This is as he charged state governors to do the needful for inmates on death row to reduce pressure on custodial facilities, making case for those with a terminal illness or old age to be set free on compassionate ground and commute others to either life imprisonment or specific terms.
Aregbesola who spoke at the official commissioning of Osun State Command Headquarters of Correctional Office Complex in Osogbo, said 50,992 inmates are awaiting trials while 17, 755 are actual convicts.
He added that the maximum capacity of the nation’s custodial capacity is 57,278 inmates but presently housed 68,747 inmates, adding that in a bid to decongest the facilities, Federal Government last year introduced a presidential pardon and amnesty programme for inmates, through which 5,000 inmates have so far been released.

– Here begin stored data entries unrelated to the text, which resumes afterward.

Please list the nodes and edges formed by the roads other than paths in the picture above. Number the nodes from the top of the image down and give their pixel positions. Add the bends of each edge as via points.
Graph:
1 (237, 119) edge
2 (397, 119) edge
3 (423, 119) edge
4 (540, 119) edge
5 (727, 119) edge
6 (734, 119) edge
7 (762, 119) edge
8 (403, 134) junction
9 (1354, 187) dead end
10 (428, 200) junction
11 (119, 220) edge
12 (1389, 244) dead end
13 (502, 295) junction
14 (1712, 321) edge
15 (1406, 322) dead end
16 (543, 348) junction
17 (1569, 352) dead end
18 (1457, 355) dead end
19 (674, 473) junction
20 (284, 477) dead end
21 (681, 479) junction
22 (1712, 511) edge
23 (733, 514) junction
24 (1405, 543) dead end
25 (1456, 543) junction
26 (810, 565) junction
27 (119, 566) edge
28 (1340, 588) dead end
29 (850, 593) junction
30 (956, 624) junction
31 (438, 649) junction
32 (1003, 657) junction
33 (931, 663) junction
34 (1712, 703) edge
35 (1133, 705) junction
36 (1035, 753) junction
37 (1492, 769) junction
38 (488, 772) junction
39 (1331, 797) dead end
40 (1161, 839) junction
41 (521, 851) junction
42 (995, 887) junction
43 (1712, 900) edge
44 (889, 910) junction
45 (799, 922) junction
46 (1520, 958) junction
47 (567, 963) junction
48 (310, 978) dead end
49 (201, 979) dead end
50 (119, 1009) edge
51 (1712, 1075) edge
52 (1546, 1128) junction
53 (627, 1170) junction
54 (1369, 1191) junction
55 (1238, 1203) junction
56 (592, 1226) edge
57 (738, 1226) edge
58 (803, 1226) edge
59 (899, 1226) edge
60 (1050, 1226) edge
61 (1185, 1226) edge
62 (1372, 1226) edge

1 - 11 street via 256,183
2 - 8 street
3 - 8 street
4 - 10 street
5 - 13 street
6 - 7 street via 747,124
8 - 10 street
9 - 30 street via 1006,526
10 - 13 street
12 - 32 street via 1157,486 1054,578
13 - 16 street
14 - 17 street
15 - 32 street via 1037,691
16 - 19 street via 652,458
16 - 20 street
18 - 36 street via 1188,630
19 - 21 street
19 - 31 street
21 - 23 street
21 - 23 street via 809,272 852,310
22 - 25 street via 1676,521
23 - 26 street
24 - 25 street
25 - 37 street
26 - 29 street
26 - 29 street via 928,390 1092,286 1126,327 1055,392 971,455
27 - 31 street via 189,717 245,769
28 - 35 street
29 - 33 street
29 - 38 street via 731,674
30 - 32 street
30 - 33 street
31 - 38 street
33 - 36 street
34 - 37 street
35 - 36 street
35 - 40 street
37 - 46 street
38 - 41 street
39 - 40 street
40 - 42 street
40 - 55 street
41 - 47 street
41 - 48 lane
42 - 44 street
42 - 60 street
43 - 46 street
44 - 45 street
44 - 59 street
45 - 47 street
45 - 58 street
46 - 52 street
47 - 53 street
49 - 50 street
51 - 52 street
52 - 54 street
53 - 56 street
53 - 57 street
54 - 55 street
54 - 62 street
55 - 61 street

The Minister adds, “One main challenge of the correctional service, therefore, is congestion of the custodial facilities. The entire national custodial facilities have a maximum capacity of 57,278 inmates.

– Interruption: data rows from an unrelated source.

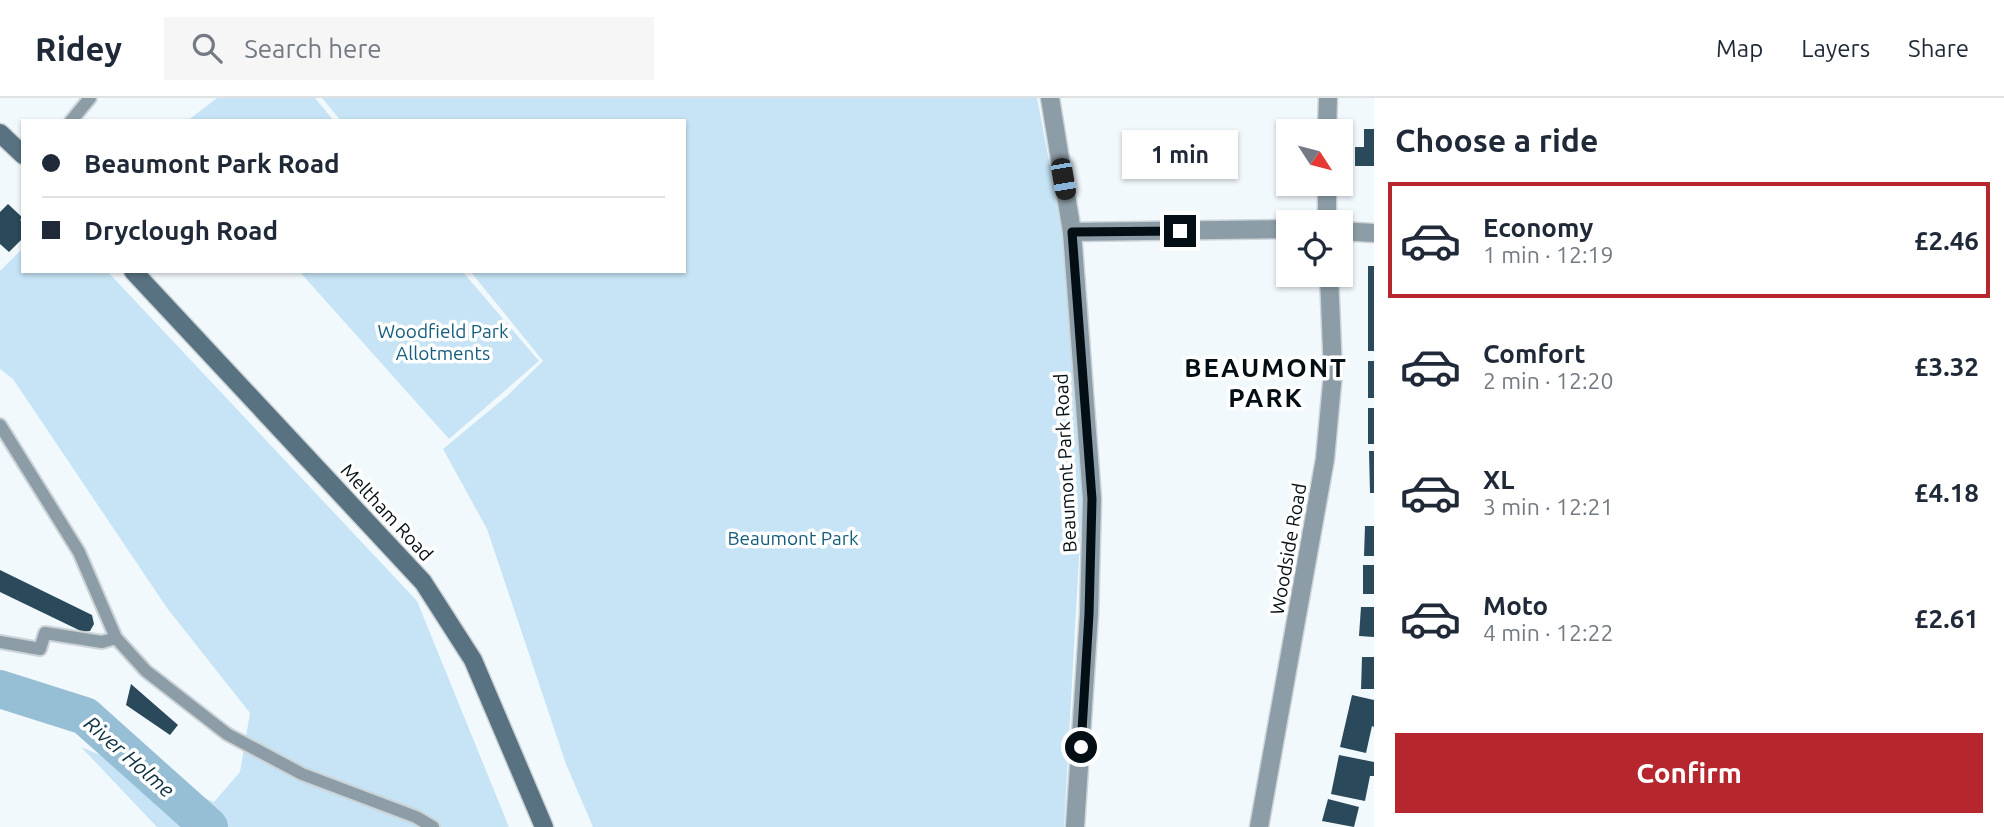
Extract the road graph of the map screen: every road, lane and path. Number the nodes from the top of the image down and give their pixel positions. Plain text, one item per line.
1 (90, 98) edge
2 (1050, 98) edge
3 (1328, 98) edge
4 (73, 119) edge
5 (1327, 119) edge
6 (0, 133) edge
7 (21, 153) edge
8 (1276, 229) edge
9 (1072, 232) junction
10 (1353, 232) edge
11 (1374, 233) edge
12 (135, 273) edge
13 (1329, 287) edge
14 (0, 425) edge
15 (116, 638) junction
16 (0, 642) edge
17 (433, 827) edge
18 (544, 827) edge
19 (1076, 827) edge
20 (1259, 827) edge

1 - 4 lane
2 - 9 street, Beaumont Park Road
3 - 5 street
6 - 7 main road
8 - 9 street
9 - 19 street, Beaumont Park Road
10 - 11 street
12 - 18 main road, Meltham Road
13 - 20 street, Woodside Road
14 - 15 lane
15 - 16 lane
15 - 17 lane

But by the last count earlier in the week, there is a total population of 68,747 inmates, made up of 67,422 males and 1,325 females. We have therefore shot above the capacity by 18 per cent.
“But I must add that the congestion is an urban phenomenon limited to big cities like Lagos, Kano, Port Harcourt and others. There are facilities in non-urban areas that are underpopulated. It is in the urban areas that most of the crimes are committed and relevant courts are located, leading to the overstretching of the custodial facilities located in such cities.

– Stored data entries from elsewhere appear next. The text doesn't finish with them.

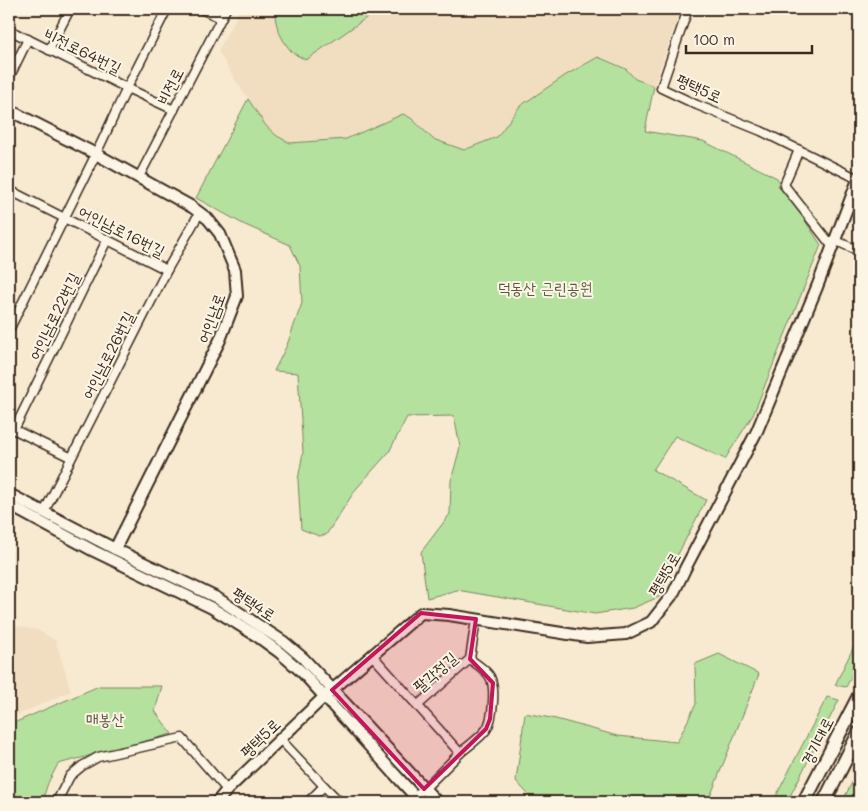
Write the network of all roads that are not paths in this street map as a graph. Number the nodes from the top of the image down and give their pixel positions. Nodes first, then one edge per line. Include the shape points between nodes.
1 (70, 9) edge
2 (167, 9) edge
3 (201, 9) edge
4 (226, 9) edge
5 (688, 9) edge
6 (221, 18) junction
7 (9, 30) edge
8 (28, 39) junction
9 (50, 50) junction
10 (9, 78) edge
11 (127, 88) junction
12 (9, 110) edge
13 (174, 110) junction
14 (799, 150) junction
15 (96, 154) junction
16 (140, 177) junction
17 (859, 178) edge
18 (11, 192) edge
19 (9, 203) edge
20 (200, 212) junction
21 (64, 217) junction
22 (107, 240) junction
23 (833, 243) junction
24 (859, 251) edge
25 (167, 270) junction
26 (9, 330) edge
27 (12, 428) edge
28 (70, 458) junction
29 (9, 494) edge
30 (9, 505) edge
31 (44, 512) junction
32 (115, 549) junction
33 (476, 619) junction
34 (372, 655) junction
35 (470, 659) junction
36 (328, 693) junction
37 (859, 696) edge
38 (417, 706) junction
39 (859, 733) edge
40 (280, 739) junction
41 (460, 753) junction
42 (324, 786) junction
43 (424, 789) junction
44 (227, 790) junction
45 (414, 800) edge
46 (58, 802) edge
47 (217, 802) edge
48 (308, 802) edge
49 (340, 802) edge
50 (437, 802) edge
51 (804, 802) edge
52 (824, 802) edge

1 - 9 street
2 - 11 street
3 - 6 street
4 - 6 street, 비전로
5 - 14 street, 평택5로 via 661,88
6 - 13 street, 비전로
7 - 8 street, 비전로64번길
8 - 9 street, 비전로64번길
8 - 10 street, 비전로64번길
9 - 11 street, 비전로64번길
11 - 13 street, 비전로64번길
11 - 15 street, 비전로64번길
12 - 15 street, 어인남로
13 - 16 street, 비전로
14 - 17 street, 평택5로
14 - 23 street via 784,185
15 - 16 street, 어인남로
15 - 21 street, 어인남로16번길
16 - 20 street, 어인남로
17 - 23 street, 평택5로
18 - 19 street
18 - 21 street
20 - 25 street, 어인남로26번길
20 - 32 street, 어인남로 via 220,234 235,270 237,296 220,340
21 - 22 street, 어인남로16번길
21 - 26 street, 어인남로16번길
22 - 25 street, 어인남로16번길
22 - 27 street, 어인남로22번길
23 - 24 street
23 - 33 street, 평택5로 via 757,431 673,594 651,622 626,634 587,637
25 - 28 street, 어인남로26번길
27 - 28 street, 어인남로22번길
28 - 31 street, 어인남로26번길
29 - 31 street, 평택4로
30 - 36 street, 평택4로 via 94,551 212,608 279,652
31 - 32 street, 평택4로
32 - 36 street, 평택4로 via 230,606 294,650
33 - 34 street, 평택5로 via 421,613
33 - 35 street, 팔각정길
34 - 36 street, 평택5로
34 - 38 street, 팔각정길
35 - 38 street, 팔각정길
35 - 41 street, 팔각정길 via 489,675 493,683 493,702 486,729
36 - 40 street, 평택5로
36 - 43 street, 평택4로
36 - 45 street, 평택4로
37 - 51 main road, 경기대로
38 - 41 street, 팔각정길
39 - 52 main road
40 - 42 street
40 - 44 street, 평택5로
41 - 43 street, 팔각정길
42 - 48 street
42 - 49 street
43 - 45 street, 팔각정길
43 - 50 street, 평택4로
44 - 46 street via 182,738 98,757 70,776
44 - 47 street, 평택5로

“It should also be noted that 50,992 inmates, representing 74 per cent of the total population of inmates in our custodial centres are awaiting trial inmates while only 17,755 inmates which is a mere 26 per cent are actual convicts”.
He added that the President Muhammadu Buhari-led administration is taking serious effort at addressing the infrastructure deficit through the provision of facilities and policy.
“The challenges of safe and effective custody at the custodial centres come therefore from the awaiting trial inmates, given their numerical strength. This fact greatly limits our capacity for corrections, since awaiting trial inmates being suspects, can only be accommodated and not reformed.
Reformation comes after conviction and not before. This is the reality of the management of inmates that must be squarely registered in the minds of the Nigerian public for a better appreciation of the service and its limitations at the rehabilitation, reformation and reintegration of convicts and a reduction in recidivism.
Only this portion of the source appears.